There are lines in his face that weren’t there before—cutting deep, etched into his skin like they were carved by pain, not time. His humor is intact, the smirk, the confidence, but behind it… There's something darker. Something coiled and raw that didn’t exist before.

Whatever happened in Mexico didn’t just change him. It scarred him.

His eyes flick around the room, calm and calculating. And then, "This is my wife, Oksana."

I catch the ripple of surprise going around the room. Even Enrico shifts like someone just jabbed him.

Stephano strolls across the room, all smooth swagger, to cover the new darkness surrounding him. He tosses a thumb drive onto the table like it’s a casual ante. It lands with a soft clack—but it echoes like a detonator.

"Here’s the ammunition to shut Edoardo down for good, courtesy of my brother, who, by the way, isn't dead," he says. "All his dealings with the Venezuelans—emails, bank records, coded drops. Even early ties through Donna Margarita and our good buddy Ledyanoy Prizrak."

That name again. Like rot creeping in through old wood.

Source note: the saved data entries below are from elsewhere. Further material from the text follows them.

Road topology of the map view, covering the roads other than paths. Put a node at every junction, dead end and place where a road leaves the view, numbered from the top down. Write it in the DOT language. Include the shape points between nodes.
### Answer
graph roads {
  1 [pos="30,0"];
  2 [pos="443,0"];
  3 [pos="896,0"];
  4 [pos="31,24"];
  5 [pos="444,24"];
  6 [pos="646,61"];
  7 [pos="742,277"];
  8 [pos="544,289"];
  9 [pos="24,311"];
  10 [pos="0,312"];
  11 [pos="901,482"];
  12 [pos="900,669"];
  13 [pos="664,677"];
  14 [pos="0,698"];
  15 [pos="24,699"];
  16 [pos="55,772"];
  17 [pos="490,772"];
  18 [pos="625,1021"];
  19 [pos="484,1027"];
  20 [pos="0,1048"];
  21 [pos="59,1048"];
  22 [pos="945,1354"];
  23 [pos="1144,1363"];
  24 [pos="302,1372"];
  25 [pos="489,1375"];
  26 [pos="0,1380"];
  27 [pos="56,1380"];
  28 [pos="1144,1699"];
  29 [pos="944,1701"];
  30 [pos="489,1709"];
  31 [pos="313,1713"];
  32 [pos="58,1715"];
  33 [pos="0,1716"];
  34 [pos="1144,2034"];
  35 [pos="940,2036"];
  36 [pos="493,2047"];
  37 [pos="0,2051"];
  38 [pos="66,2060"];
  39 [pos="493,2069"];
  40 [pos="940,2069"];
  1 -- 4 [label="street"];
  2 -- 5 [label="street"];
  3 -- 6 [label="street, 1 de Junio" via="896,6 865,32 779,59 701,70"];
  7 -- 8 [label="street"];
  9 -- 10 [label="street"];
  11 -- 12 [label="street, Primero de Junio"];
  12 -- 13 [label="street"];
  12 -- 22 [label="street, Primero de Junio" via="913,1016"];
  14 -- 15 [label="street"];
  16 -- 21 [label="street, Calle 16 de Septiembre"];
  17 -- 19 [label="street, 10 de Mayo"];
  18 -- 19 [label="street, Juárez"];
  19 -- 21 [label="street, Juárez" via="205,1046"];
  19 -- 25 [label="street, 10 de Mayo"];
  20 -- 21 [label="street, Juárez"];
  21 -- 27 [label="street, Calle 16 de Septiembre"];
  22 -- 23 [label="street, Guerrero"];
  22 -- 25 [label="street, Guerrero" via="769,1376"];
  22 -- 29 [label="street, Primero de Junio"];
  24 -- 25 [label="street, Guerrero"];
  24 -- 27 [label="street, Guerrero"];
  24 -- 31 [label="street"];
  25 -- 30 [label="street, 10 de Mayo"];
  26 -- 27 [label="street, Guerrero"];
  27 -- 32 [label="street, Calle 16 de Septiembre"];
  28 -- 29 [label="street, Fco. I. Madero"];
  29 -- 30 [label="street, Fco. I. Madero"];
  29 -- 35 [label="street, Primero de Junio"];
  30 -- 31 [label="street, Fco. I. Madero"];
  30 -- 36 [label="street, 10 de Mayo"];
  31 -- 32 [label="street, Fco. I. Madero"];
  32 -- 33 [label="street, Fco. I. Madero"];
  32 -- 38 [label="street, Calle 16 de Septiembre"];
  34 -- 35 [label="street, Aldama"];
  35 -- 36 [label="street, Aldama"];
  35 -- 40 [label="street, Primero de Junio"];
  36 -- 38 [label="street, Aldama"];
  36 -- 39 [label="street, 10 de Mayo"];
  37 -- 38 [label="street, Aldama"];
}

Stephano lowers himself into the nearest seat, one arm draped casually across the backrest like he hasn’t just dropped a nuke in the middle of the room.

"I know, I know… I’m the groom. I should be getting the gifts. But Oksana here—” he tips his head at his wife, who smiles, and who might actually be more dangerous than all of us combined—"convinced me it was time I got generous."

He shrugs, and for a flicker of a second, something slips through—like pain, or loss, or blood that won’t wash off.

"What can I say? Marriage changes a man."

No one speaks.

"What?" Stephano glances around. "What did I miss?"